**DESCRIPTION OF THE TASK**. Count how many lines below include the string "middle". Only that number should appear in the reply.

[Keypoint text descriptions]
=== Begin Enclosure ===

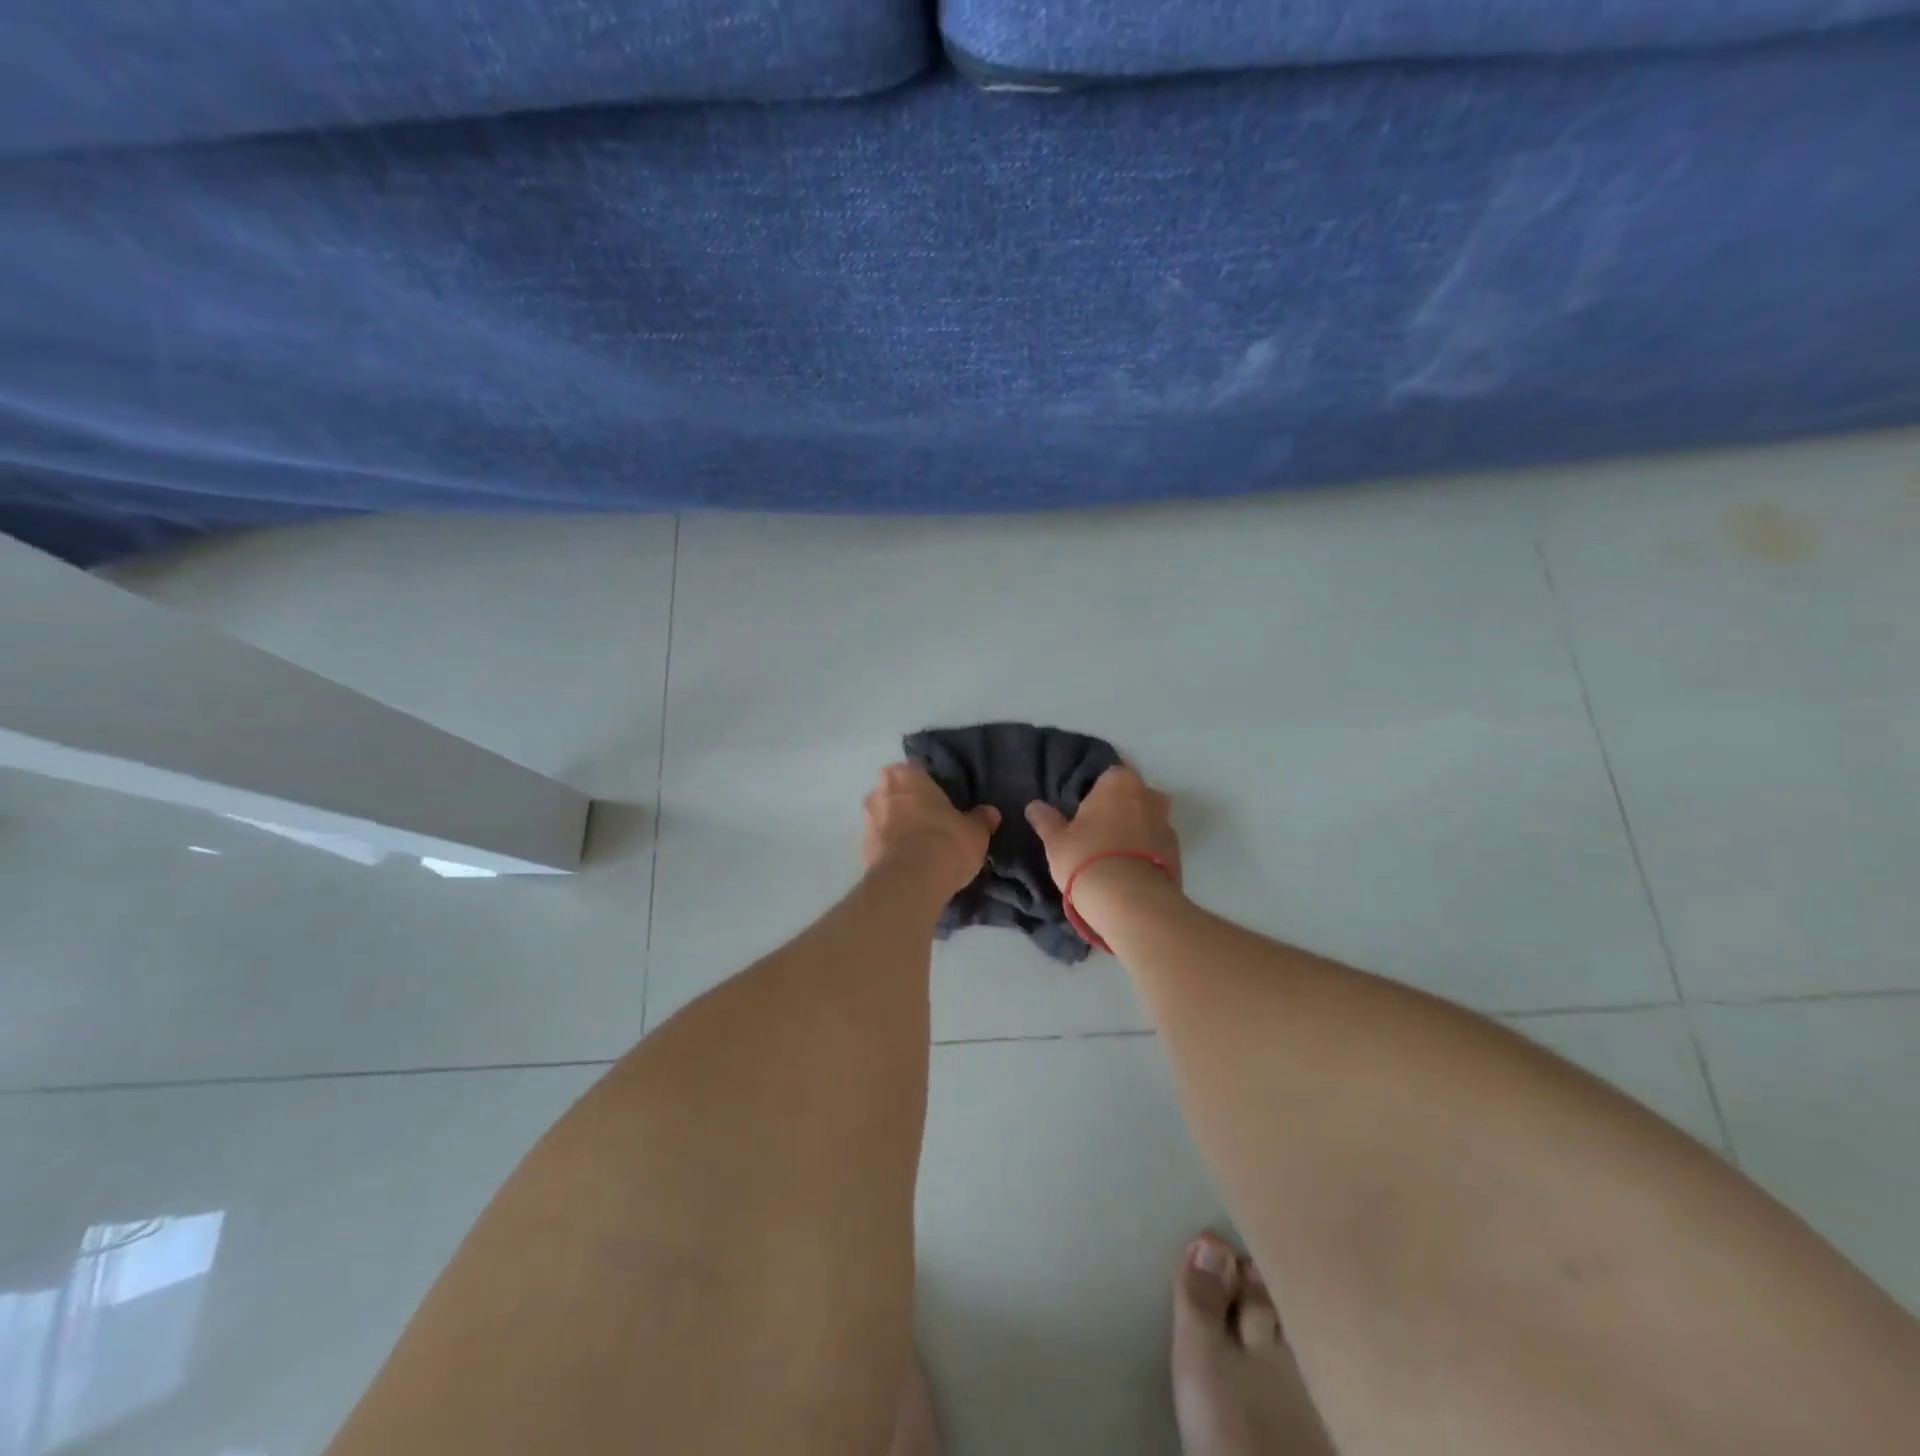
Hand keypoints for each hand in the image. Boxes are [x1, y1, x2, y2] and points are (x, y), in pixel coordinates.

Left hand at [863, 764, 998, 898]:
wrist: (910, 883)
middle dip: (909, 806)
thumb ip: (981, 819)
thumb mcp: (975, 831)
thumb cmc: (945, 842)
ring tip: (921, 847)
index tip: (941, 801)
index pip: (916, 771)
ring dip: (898, 829)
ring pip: (885, 819)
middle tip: (932, 822)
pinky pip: (881, 844)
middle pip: (896, 794)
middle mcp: (880, 792)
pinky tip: (910, 865)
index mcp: (905, 775)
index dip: (928, 786)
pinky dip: (892, 851)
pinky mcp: (862, 851)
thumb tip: (990, 813)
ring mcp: (867, 822)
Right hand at [1025, 765, 1181, 899]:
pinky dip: (1145, 852)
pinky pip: (1156, 845)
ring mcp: (1167, 824)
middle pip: (1131, 795)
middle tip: (1095, 829)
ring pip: (1147, 820)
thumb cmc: (1087, 858)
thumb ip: (1046, 820)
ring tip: (1112, 853)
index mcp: (1119, 782)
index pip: (1107, 773)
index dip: (1094, 789)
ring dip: (1133, 830)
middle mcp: (1149, 795)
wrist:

=== End Enclosure ===

**RESULT OF THE TASK**. 7